TRACTIVE EFFORT MODELLING AND DESIGN OF HYBRID POWERTRAIN FOR A DIESEL-HYDRAULIC CANE HAUL LOCOMOTIVE

WILMAR OWNS AND operates a mixed fleet of diesel hydraulic locomotives that operate on two foot narrow gauge rail in its Queensland operations. This network serves as an effective transport system, hauling approximately fifteen million tonne of cane annually. An assessment of the practicality of converting Wilmar’s diesel locomotives to a hybrid powertrain design provides an opportunity for improving energy efficiency of cane transport and requires the duty cycle performance of the locomotive to be assessed prior to further work. This paper presents a novel method to determine the tractive effort and energy requirements for the duty cycle, using track dependant physical equations of propulsion dynamics, as the conventional methods of dynamometer car measurements and empirical equations are restricted to broad-gauge rail.

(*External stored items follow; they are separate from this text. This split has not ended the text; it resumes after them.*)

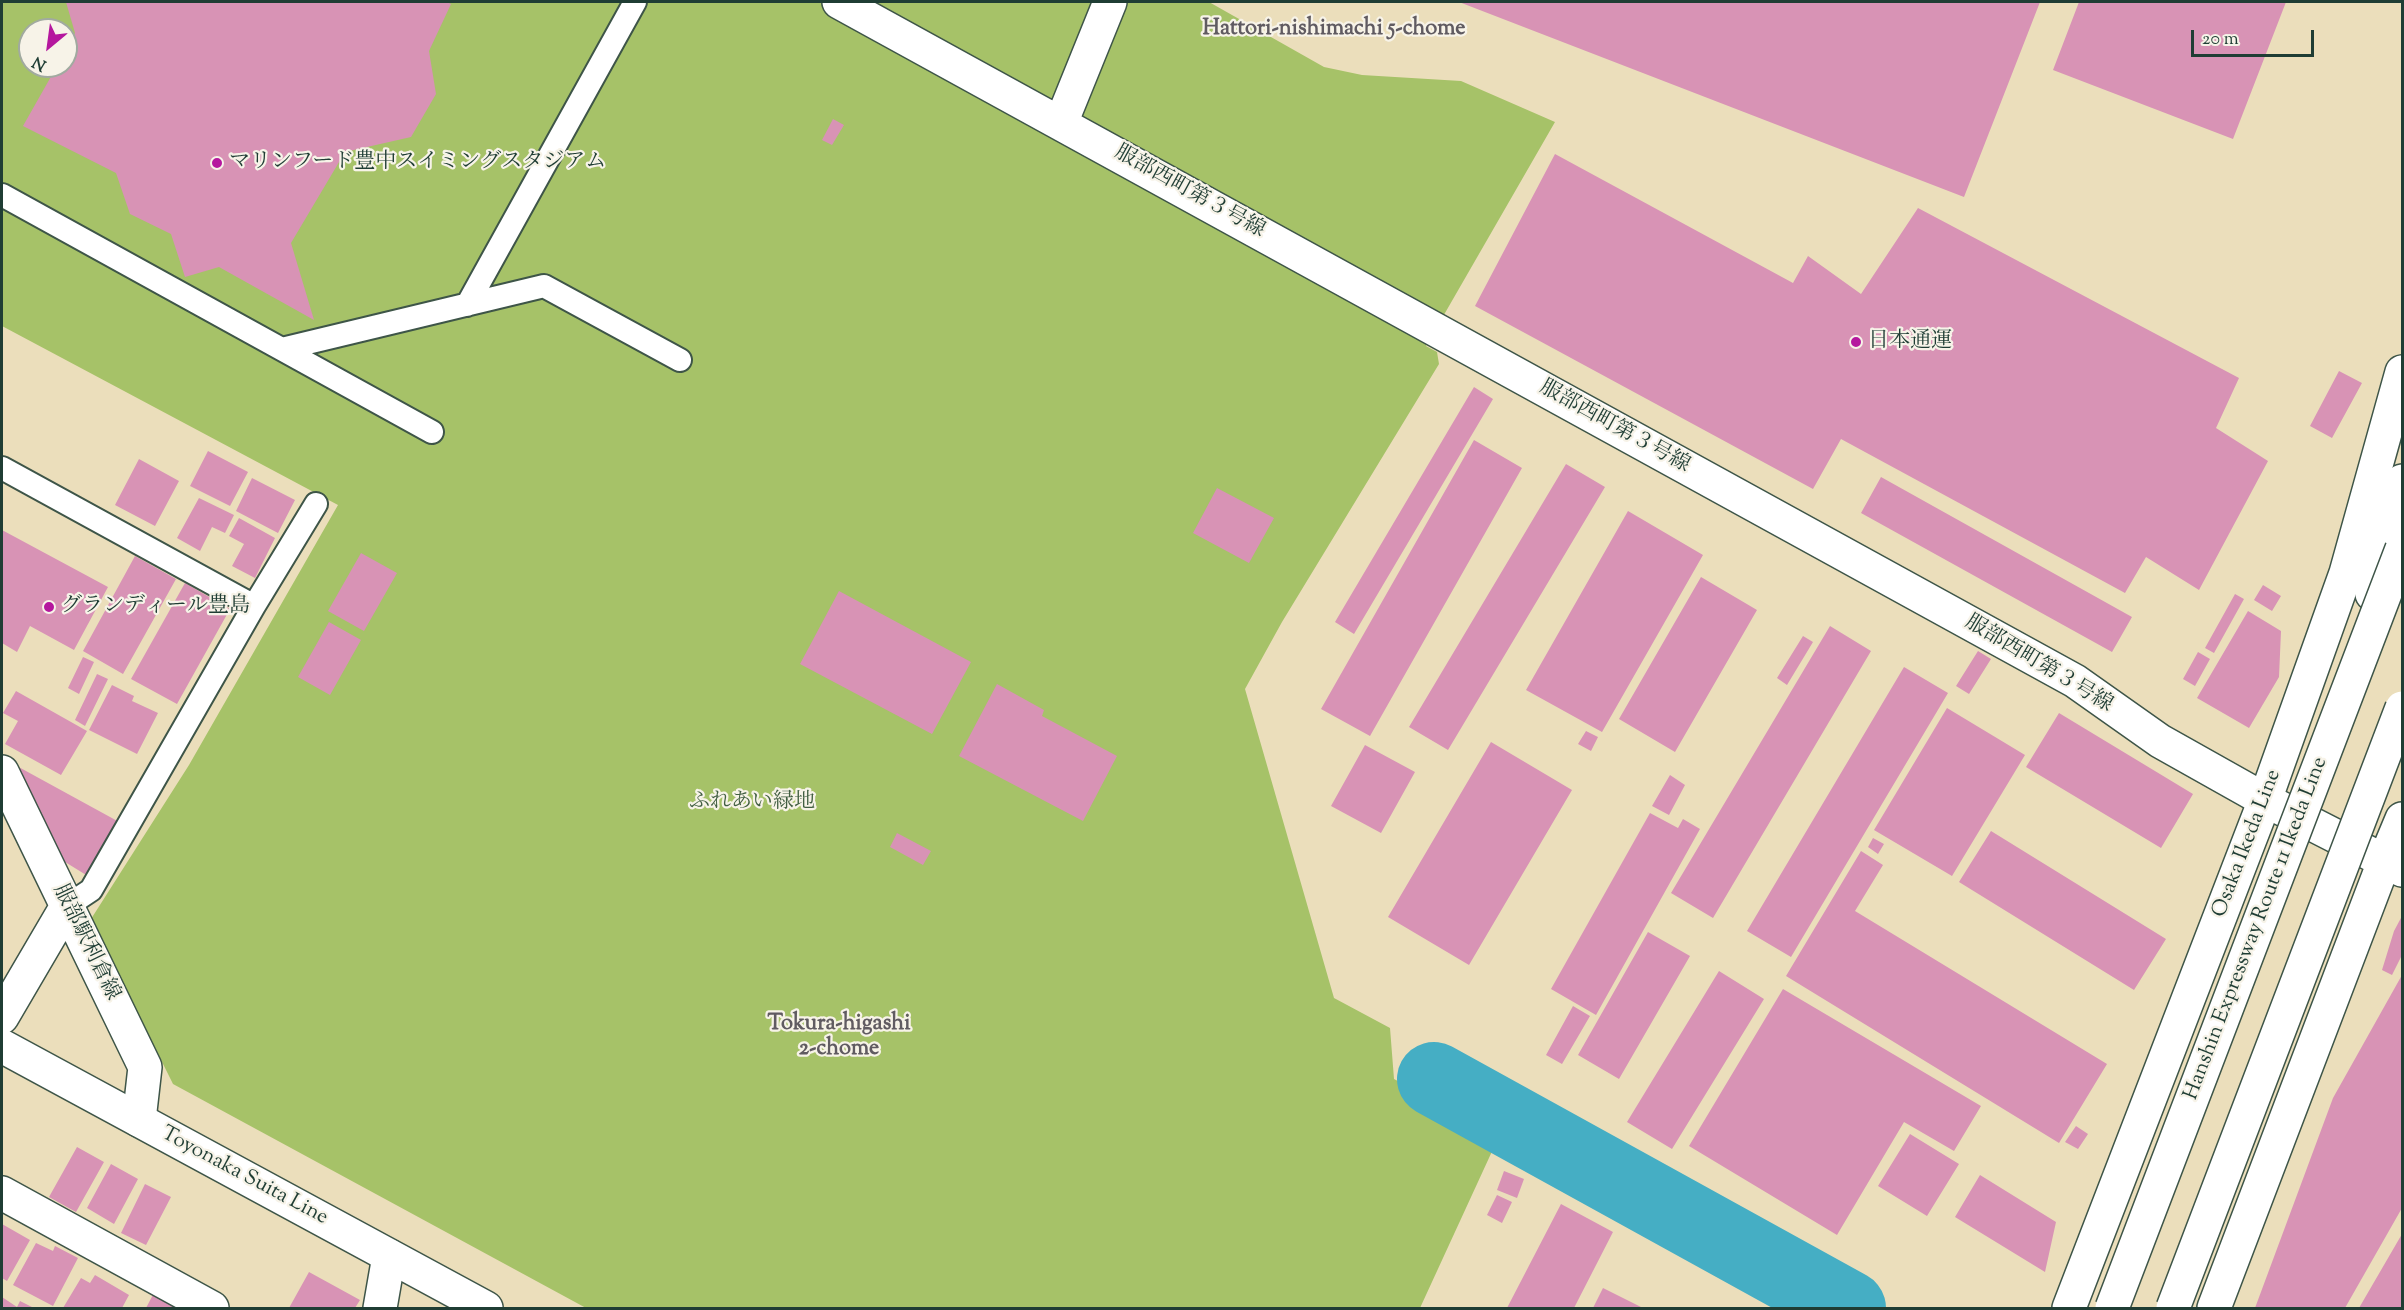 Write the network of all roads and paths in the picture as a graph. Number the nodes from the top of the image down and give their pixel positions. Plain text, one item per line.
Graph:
1 (635, 2) edge
2 (839, 2) edge
3 (1110, 2) edge
4 (1061, 123) junction
5 (2, 195) edge
6 (467, 305) junction
7 (282, 349) junction
8 (680, 360) dead end
9 (2403, 372) edge
10 (432, 432) dead end
11 (2, 468) edge
12 (2403, 481) edge
13 (316, 504) dead end
14 (2403, 549) edge
15 (254, 606) junction
16 (2403, 708) edge
17 (2340, 711) junction
18 (2403, 732) edge
19 (2, 772) edge
20 (2265, 800) junction
21 (2403, 819) edge
22 (2393, 866) edge
23 (2330, 900) junction
24 (67, 906) junction
25 (2, 1017) edge
26 (2, 1046) edge
27 (139, 1120) junction
28 (2, 1193) edge
29 (389, 1256) junction
30 (212, 1308) edge
31 (380, 1308) edge
32 (486, 1308) edge
33 (2069, 1308) edge
34 (2112, 1308) edge
35 (2173, 1308) edge
36 (2214, 1308) edge

1 - 6 lane
2 - 4 main road, 服部西町第３号線
3 - 4 main road
4 - 20 main road, 服部西町第３号線
5 - 7 lane
6 - 7 lane
6 - 8 lane
7 - 10 lane
9 - 20 main road, Osaka Ikeda Line
11 - 15 lane
12 - 17 main road, bridge
13 - 15 lane
14 - 17 main road, Hanshin Expressway Route 11 Ikeda Line, bridge
15 - 24 lane
16 - 23 main road, bridge
17 - 34 main road, Hanshin Expressway Route 11 Ikeda Line, bridge
18 - 23 main road, bridge
19 - 24 main road, 服部駅利倉線
20 - 22 main road, 服部西町第３号線
20 - 33 main road, Osaka Ikeda Line
21 - 22 main road
22 - 36 main road
23 - 35 main road, bridge
24 - 25 main road
24 - 27 main road, 服部駅利倉線
26 - 27 main road, Toyonaka Suita Line
27 - 29 main road, Toyonaka Suita Line
28 - 30 main road
29 - 31 main road
29 - 32 main road, Toyonaka Suita Line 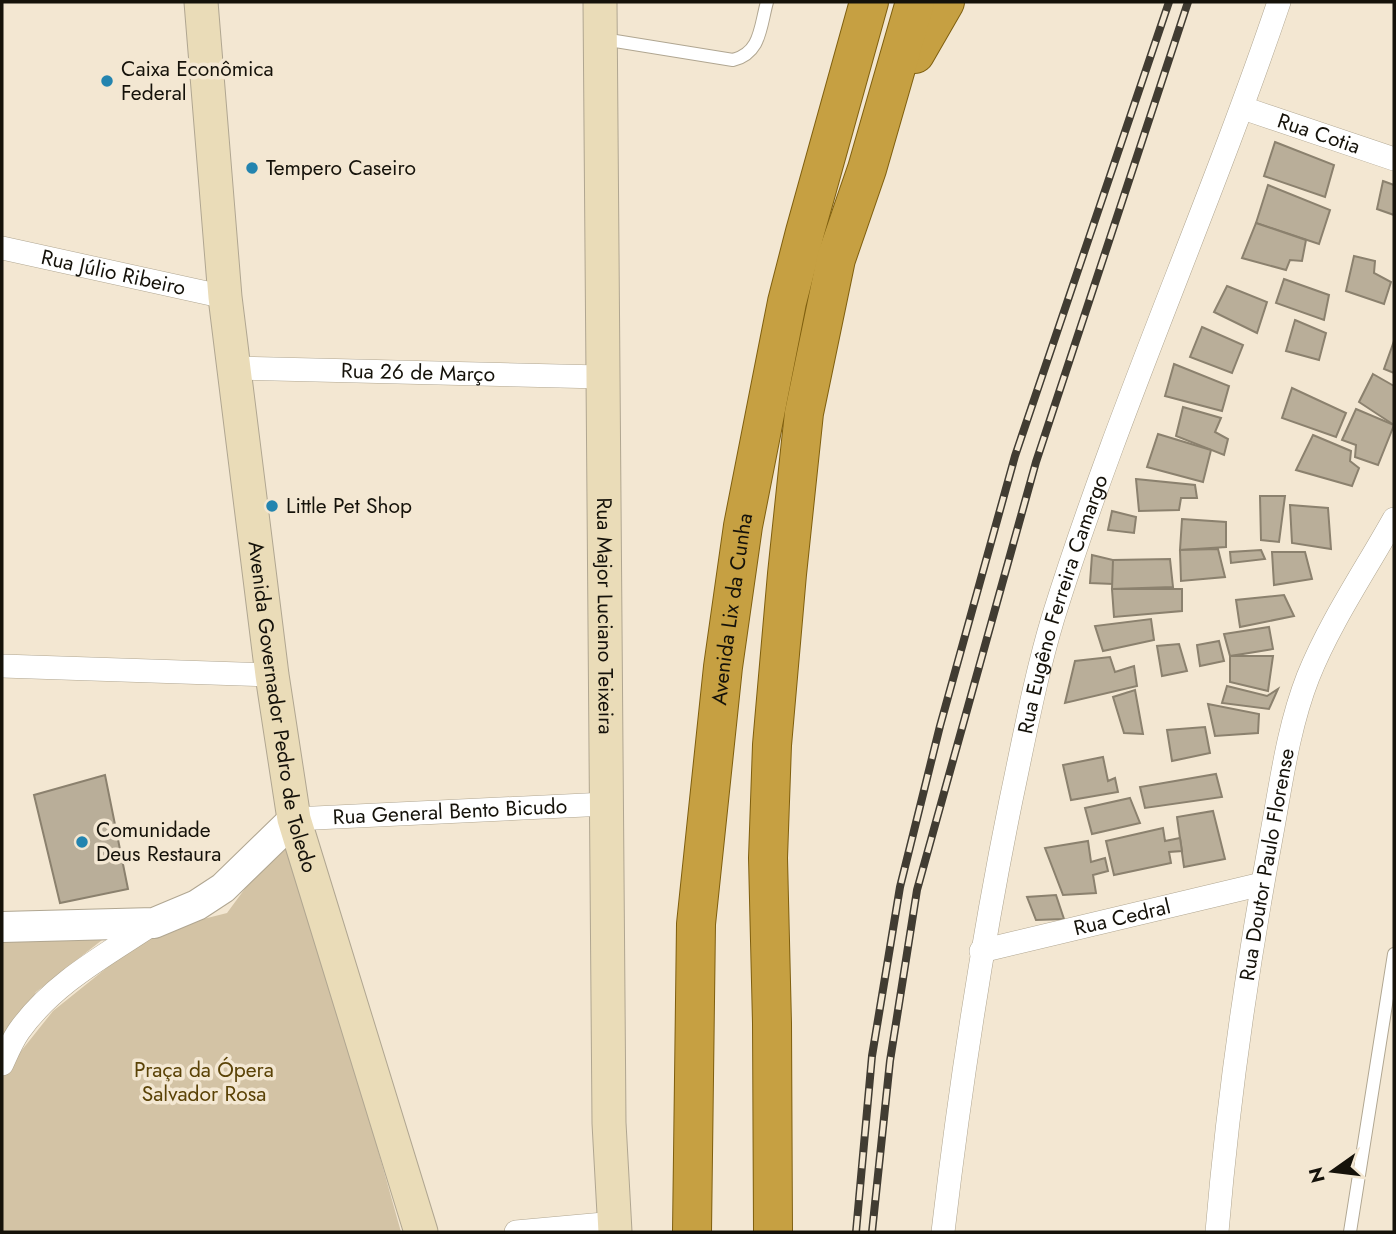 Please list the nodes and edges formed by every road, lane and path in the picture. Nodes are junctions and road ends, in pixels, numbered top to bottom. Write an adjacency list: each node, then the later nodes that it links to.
1 (201, 2): 13 (main road, Avenida Governador Pedro de Toledo)
2 (600, 2): 8 (main road, Rua Major Luciano Teixeira)
3 (767, 2): 8 (lane)
4 (869, 2): 30 (highway, Avenida Lix da Cunha)
5 (915, 2): 9 (highway)
6 (944, 2): 9 (highway)
7 (1279, 2): 10 (street, Rua Eugêno Ferreira Camargo)
8 (599, 38): 15 (main road, Rua Major Luciano Teixeira)
9 (885, 107): 31 (highway)
10 (1243, 108): 11 (street, Rua Cotia); 24 (street, Rua Eugêno Ferreira Camargo)
11 (1393, 156)
12 (2, 248): 13 (street, Rua Júlio Ribeiro)
13 (225, 297): 14 (main road, Avenida Governador Pedro de Toledo)
14 (234, 368): 15 (street, Rua 26 de Março); 18 (main road, Avenida Governador Pedro de Toledo)
15 (601, 377): 19 (main road, Rua Major Luciano Teixeira)
16 (1394, 519): 21 (street, Rua Doutor Paulo Florense)
17 (2, 666): 18 (street)
18 (272, 675): 20 (main road, Avenida Governador Pedro de Toledo)
19 (606, 804): 20 (street, Rua General Bento Bicudo); 27 (main road, Rua Major Luciano Teixeira)
20 (294, 819): 22 (street); 28 (main road, Avenida Governador Pedro de Toledo)
21 (1262, 884): 24 (street, Rua Cedral); 33 (street, Rua Doutor Paulo Florense)
22 (154, 923): 23 (street); 26 (street)
23 (2, 927)
24 (981, 951): 32 (street, Rua Eugêno Ferreira Camargo)
25 (1394, 954): 34 (lane)
26 (2, 1064)
27 (615, 1227): 29 (street)
28 (421, 1232)
29 (516, 1232)
30 (692, 1232)
31 (773, 1232)
32 (943, 1232)
33 (1217, 1232)
34 (1350, 1232)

A simulation model was developed in MATLAB to determine the performance parameters of a modifiable real–time diesel-hydraulic train configuration. Additionally, the performance requirements of the hybrid powertrain in comparison to the diesel-hydraulic powertrain was demonstrated by developing an optimisable real-time model of a series-hybrid locomotive in SIMSCAPE, an interactive tool for physical systems simulation in MATLAB. Testing and validation using field data obtained from on-board sensors, the locomotive’s Programmable Logic Controller (PLC) and a track profile extraction method exclusively developed for this research, demonstrated that the model was capable of accurately predicting the performance parameters and energy consumption of the diesel-hydraulic locomotive for a particular duty cycle. The hybrid model developed in SIMSCAPE exhibited superior traction performance and significant improvements in fuel efficiency and emissions compared to the diesel-hydraulic locomotive for the same duty cycle.